An icon who lived to the age of 103, Mellon was celebrated for designing the White House’s Rose Garden at the request of her friends John F. and Jacqueline Kennedy. She owned a formidable collection of art and many breathtaking homes, and was renowned for her insouciant style. Truman Capote told Time magazine that she always carried a pair of scissors with her so that ‘when things look a little too neat, she can take a little snip out of a chair or something so that it will have that lived-in look’.
Estimates started at just a few hundred dollars for one of her watering cans, climbing all the way to $20 million for Rothko’s Untitled (Yellow, Orange, Yellow, Light Orange). The proceeds, Mellon had declared in her will, would fund a foundation to promote the power of gardens to improve wellbeing.
On the evening of 20 November, and the following morning of 21 November, a dedicated section of the sale offered more than 250 of Mellon’s jewels — a substantial part of a collection so vast and exquisite that it has since passed into the realm of folklore.
‘No outfit was complete without the sparkle of a diamond bracelet or a necklace dripping with emeralds,’ wrote Meryl Gordon, the author of Bunny Mellon: The Life of an American Style Legend.
Echoing this sentiment, Mellon herself once famously quipped, ‘It is wasteful to be mediocre.’
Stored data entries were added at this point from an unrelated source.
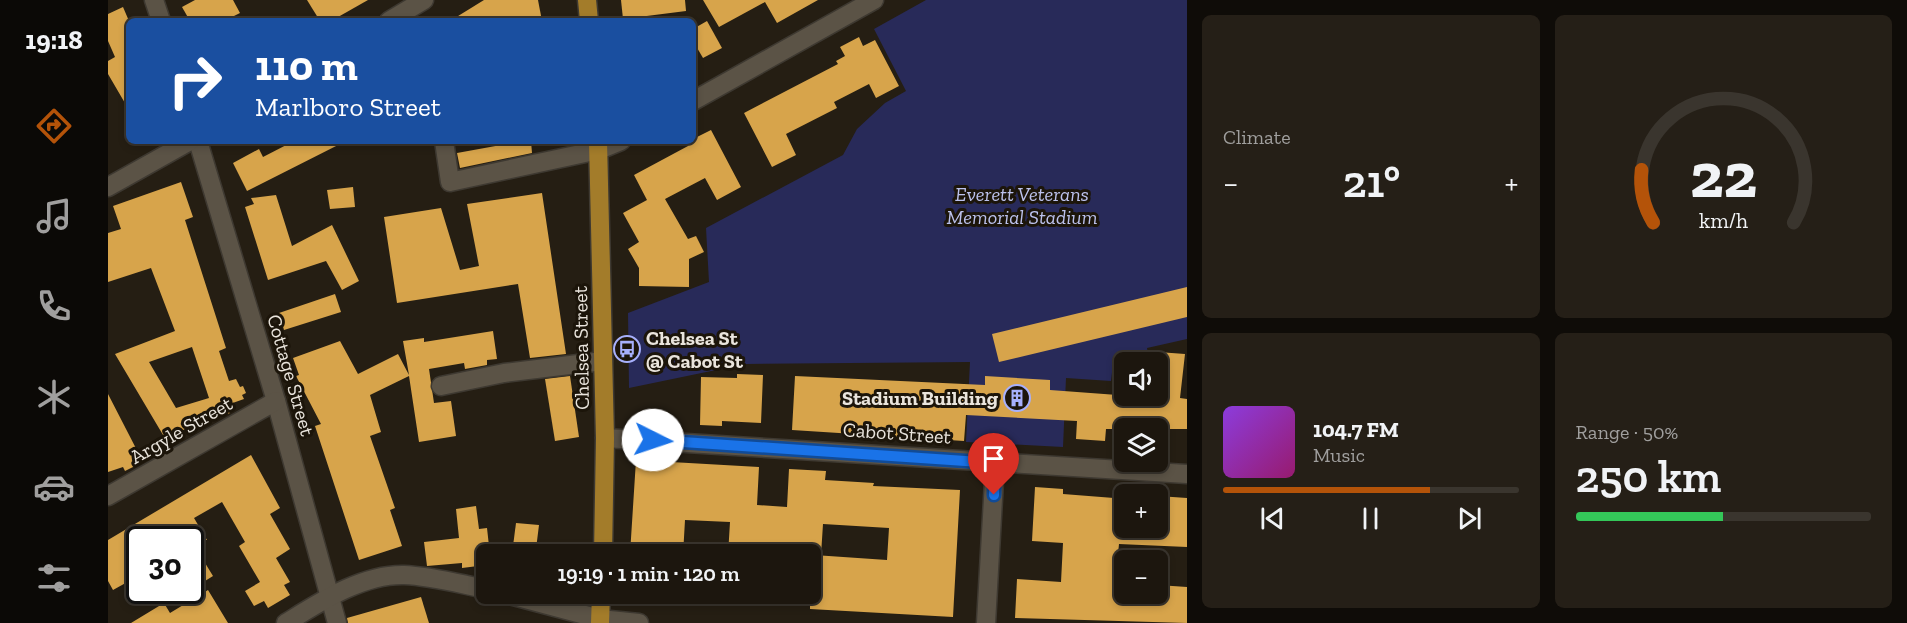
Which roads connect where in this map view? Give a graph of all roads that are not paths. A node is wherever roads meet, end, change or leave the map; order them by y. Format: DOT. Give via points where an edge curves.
graph roads {
  1 [pos="154,0"];
  2 [pos="587,0"];
  3 [pos="874,0"];
  4 [pos="423,1"];
  5 [pos="160,18"];
  6 [pos="394,18"];
  7 [pos="424,18"];
  8 [pos="589,18"];
  9 [pos="696,99"];
  10 [pos="185,144"];
  11 [pos="199,144"];
  12 [pos="444,144"];
  13 [pos="599,145"];
  14 [pos="108,188"];
  15 [pos="603,361"];
  16 [pos="441,386"];
  17 [pos="276,401"];
  18 [pos="605,438"];
  19 [pos="995,463"];
  20 [pos="1187,474"];
  21 [pos="108,496"];
  22 [pos="603,544"];
  23 [pos="476,587"];
  24 [pos="331,595"];
  25 [pos="541,604"];
  26 [pos="601,604"];
  27 [pos="600,621"];
  28 [pos="286,623"];
  29 [pos="337,623"];
  30 [pos="639,623"];
  31 [pos="986,623"];
  1 -- 5 [label="street"];
  2 -- 8 [label="main road"];
  3 -- 9 [label="street"];
  4 -- 6 [label="street"];
  4 -- 7 [label="street"];
  10 -- 14 [label="street"];
  11 -- 17 [label="street, Cottage Street"];
  12 -- 13 [label="street" via="450,182"];
  13 -- 15 [label="main road, Chelsea Street"];
  15 -- 16 [label="street" via="504,373"];
  15 -- 18 [label="main road, Chelsea Street"];
  17 -- 21 [label="street, Argyle Street"];
  17 -- 24 [label="street, Cottage Street"];
  18 -- 19 [label="street, Cabot Street"];
  18 -- 22 [label="main road, Chelsea Street"];
  19 -- 20 [label="street, Cabot Street"];
  19 -- 31 [label="street"];
  23 -- 24 [label="street" via="405,575 384,576"];
  24 -- 28 [label="street"];
  24 -- 29 [label="street, Cottage Street"];
  25 -- 27 [label="street"];
  26 -- 27 [label="main road"];
  27 -- 30 [label="street"];
}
Bunny Mellon in the library of her home in Upperville, Virginia, in 1982. Photo: Fred R. Conrad / New York Times / Redux / eyevine
As a result — and thanks to an almost unlimited budget supplied by her second husband, the Pittsburgh banking heir, philanthropist, art collector and racehorse breeder Paul Mellon — her shopping sprees were nothing short of heroic.
The couple were the largest spenders with Fulco di Verdura, a Sicilian duke and jeweller who opened a store in Manhattan in 1939. Among the jewels he made to order for Bunny Mellon were a spray of purple amethyst flowers, an apple-tree brooch adorned with 26 ruby fruits, and a rhinoceros table decoration carved from a single block of blue rock crystal.
Down the road at Tiffany’s, Mellon’s Christmas list could be up to 35 items long, spanning everyone from her mother to her manicurist, with items costing up to $100,000 each.
She also acquired no fewer than 140 pieces by her close friend Jean Schlumberger, many of which were design collaborations. Among them were custom clips for her Dior handbags, a dancing starfish made from rubies and diamonds, bracelets adorned with turquoise and sapphire butterflies, and a potted sunflower ornament constructed from gold, diamonds and emeralds.
Pierce MacGuire, the former director of Tiffany’s Schlumberger salon, revealed to Gordon that Mellon wanted to possess virtually every design the jeweller had created, yet often didn’t even take them home. ‘We kept them in a suitcase for her in the safe.’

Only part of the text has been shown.